1) Jason Kendall - 7 (5,4) - 11
2) Chase Utley - 5 (5,3) - 8
3) Jason Giambi - 5 (3,3) - 9
4) Alex Rodriguez - 5 (1,1) - 13
5) David Eckstein - 4 (2,1) - 9
6) Craig Biggio - 5 (3,2) - 8
7) Derek Jeter - 2 (0,0) - 13
8) Carlos Delgado - 5 (2,0) - 9
9) Aaron Rowand - 5 (2,1) - 6
10) Reed Johnson - 1 (1,1) - 4
So what you come to see here is that in the number of seasons that each of the players in the top-10 got a significant amount of plate appearances they are only coming in the top-10 of individual seasons about half of their seasons (49%). They are only coming in the top-5 about 27% of the time and as we saw above there are, at most, four guys a year over this span where they get hit 20 times or more.
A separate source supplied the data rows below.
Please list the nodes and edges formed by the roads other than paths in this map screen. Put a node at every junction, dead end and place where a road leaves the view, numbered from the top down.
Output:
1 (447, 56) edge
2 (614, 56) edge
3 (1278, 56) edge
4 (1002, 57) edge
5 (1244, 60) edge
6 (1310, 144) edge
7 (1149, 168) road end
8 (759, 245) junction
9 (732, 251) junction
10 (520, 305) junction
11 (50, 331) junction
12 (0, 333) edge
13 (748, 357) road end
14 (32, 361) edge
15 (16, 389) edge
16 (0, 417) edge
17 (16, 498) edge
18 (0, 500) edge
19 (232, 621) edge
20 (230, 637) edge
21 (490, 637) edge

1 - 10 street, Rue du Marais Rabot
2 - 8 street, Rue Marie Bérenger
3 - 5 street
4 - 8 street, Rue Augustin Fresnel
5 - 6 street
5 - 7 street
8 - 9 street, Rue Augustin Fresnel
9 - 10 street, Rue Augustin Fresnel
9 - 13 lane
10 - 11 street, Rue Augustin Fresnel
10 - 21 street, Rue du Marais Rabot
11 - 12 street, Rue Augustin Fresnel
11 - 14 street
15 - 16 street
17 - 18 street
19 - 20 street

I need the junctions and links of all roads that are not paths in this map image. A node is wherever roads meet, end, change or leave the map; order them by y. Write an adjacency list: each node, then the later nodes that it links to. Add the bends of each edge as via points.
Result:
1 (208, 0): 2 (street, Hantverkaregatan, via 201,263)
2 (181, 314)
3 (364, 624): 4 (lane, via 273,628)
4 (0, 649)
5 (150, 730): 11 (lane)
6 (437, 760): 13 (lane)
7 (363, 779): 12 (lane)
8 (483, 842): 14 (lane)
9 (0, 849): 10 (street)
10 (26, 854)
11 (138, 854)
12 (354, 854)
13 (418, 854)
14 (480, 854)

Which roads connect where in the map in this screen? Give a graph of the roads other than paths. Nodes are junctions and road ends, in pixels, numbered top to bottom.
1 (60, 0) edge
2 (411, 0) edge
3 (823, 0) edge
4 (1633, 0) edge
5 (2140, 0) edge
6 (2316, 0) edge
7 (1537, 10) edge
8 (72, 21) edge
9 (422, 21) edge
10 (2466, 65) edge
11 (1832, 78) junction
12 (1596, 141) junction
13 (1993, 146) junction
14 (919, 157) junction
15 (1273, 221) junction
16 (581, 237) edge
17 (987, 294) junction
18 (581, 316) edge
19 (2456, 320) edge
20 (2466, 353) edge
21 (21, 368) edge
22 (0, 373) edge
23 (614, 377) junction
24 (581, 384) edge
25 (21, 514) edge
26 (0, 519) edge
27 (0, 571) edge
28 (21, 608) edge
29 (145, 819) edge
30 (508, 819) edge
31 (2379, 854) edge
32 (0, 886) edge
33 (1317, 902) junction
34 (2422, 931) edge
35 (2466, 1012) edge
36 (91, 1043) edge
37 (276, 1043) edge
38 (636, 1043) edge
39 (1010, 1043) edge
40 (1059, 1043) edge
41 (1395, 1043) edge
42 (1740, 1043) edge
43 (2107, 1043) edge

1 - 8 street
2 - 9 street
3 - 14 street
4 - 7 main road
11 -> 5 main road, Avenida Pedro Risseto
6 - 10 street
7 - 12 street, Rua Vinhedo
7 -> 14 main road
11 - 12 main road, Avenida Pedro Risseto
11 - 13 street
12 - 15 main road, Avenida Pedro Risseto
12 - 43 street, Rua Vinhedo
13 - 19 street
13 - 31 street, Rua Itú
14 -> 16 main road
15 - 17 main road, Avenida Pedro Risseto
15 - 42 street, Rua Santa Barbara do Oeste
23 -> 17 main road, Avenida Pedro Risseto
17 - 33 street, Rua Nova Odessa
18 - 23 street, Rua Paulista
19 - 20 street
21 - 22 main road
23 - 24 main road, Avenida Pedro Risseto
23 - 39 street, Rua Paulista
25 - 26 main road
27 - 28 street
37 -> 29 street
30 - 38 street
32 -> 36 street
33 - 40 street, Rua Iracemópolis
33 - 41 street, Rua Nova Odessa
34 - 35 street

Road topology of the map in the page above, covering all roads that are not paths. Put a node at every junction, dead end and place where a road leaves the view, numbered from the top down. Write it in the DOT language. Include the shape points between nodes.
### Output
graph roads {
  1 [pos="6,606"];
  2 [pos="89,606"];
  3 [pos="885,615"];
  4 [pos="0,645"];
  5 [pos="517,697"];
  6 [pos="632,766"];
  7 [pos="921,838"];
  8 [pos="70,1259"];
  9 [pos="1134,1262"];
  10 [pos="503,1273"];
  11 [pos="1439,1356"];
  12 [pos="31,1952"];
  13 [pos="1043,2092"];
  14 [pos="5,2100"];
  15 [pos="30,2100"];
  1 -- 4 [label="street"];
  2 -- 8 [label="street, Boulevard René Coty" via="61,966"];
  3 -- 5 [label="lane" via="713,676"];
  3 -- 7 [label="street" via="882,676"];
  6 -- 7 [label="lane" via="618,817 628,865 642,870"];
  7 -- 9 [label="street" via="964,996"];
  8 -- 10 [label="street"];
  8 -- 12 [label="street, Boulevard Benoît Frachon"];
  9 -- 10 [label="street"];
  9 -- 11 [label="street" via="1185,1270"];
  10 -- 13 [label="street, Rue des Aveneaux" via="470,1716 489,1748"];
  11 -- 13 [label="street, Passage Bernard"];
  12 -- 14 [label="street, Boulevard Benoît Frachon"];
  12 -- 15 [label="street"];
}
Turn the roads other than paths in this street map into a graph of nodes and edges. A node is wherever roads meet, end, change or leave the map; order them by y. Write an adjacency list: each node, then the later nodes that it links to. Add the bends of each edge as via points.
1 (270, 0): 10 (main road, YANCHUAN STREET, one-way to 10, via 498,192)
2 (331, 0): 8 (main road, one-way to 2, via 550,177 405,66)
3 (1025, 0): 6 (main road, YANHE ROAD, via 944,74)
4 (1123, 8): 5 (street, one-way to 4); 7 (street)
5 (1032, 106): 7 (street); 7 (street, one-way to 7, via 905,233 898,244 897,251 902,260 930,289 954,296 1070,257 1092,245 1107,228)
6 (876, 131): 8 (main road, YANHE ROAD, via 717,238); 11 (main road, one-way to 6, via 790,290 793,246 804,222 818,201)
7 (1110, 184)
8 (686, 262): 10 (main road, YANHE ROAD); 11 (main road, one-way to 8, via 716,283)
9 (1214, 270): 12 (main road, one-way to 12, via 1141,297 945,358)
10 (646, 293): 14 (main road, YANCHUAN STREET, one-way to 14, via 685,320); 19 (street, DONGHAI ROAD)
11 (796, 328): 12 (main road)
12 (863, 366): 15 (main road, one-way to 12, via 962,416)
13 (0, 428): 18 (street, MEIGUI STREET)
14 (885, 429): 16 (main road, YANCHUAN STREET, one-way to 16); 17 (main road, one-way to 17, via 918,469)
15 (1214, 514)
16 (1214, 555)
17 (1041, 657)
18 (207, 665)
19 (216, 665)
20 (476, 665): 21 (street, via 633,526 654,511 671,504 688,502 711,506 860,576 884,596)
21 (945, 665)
You might be wondering how many times each of these players had seasons where they were hit 20 times or more. Well, here it is (first number is number of 20+ hit by pitch seasons and the second number is years of 400+ PA):
1) Jason Kendall - 2 - 11
2) Chase Utley - 3 - 8
3) Jason Giambi - 2 - 9
4) Alex Rodriguez - 1 - 13
5) David Eckstein - 2 - 9
6) Craig Biggio - 2 - 8
7) Derek Jeter - 0 - 13
8) Carlos Delgado - 0 - 9
9) Aaron Rowand - 1 - 6
10) Reed Johnson - 1 - 4
So really it doesn't happen all that often. It comes out to about 16% of the time. When you are Marte do you want to rely on 16%? Of these players Kendall has a span where he ranked in the top three in consecutive years (2003-05) and Chase Utley led the league in three straight years (2007-09) while finishing in the top five from 2006-2010. Craig Biggio finished in the top five from 2001-2003 and that about wraps it up.
When I started I wanted to see if this was something that was sustainable and something that maybe Marte can rely on going forward. I found out that it probably wasn't. He could maybe get hit by 20+ pitches a few times in his career but from a small breakdown of 14 years it doesn't give you a good feeling about his chances of relying on hit by pitches to supplement the lack of ability to take close pitches.
Granted this is somewhat of a small sample size. But, when you consider that these players led the entire league in getting hit and would be considered some of the "best" at it they weren't all that successful in sustaining that at the top of the league. Marte can rely on a high batting average on balls in play because he has speed but I don't think it would be very responsible for him, or us, to rely on him getting on base by getting hit.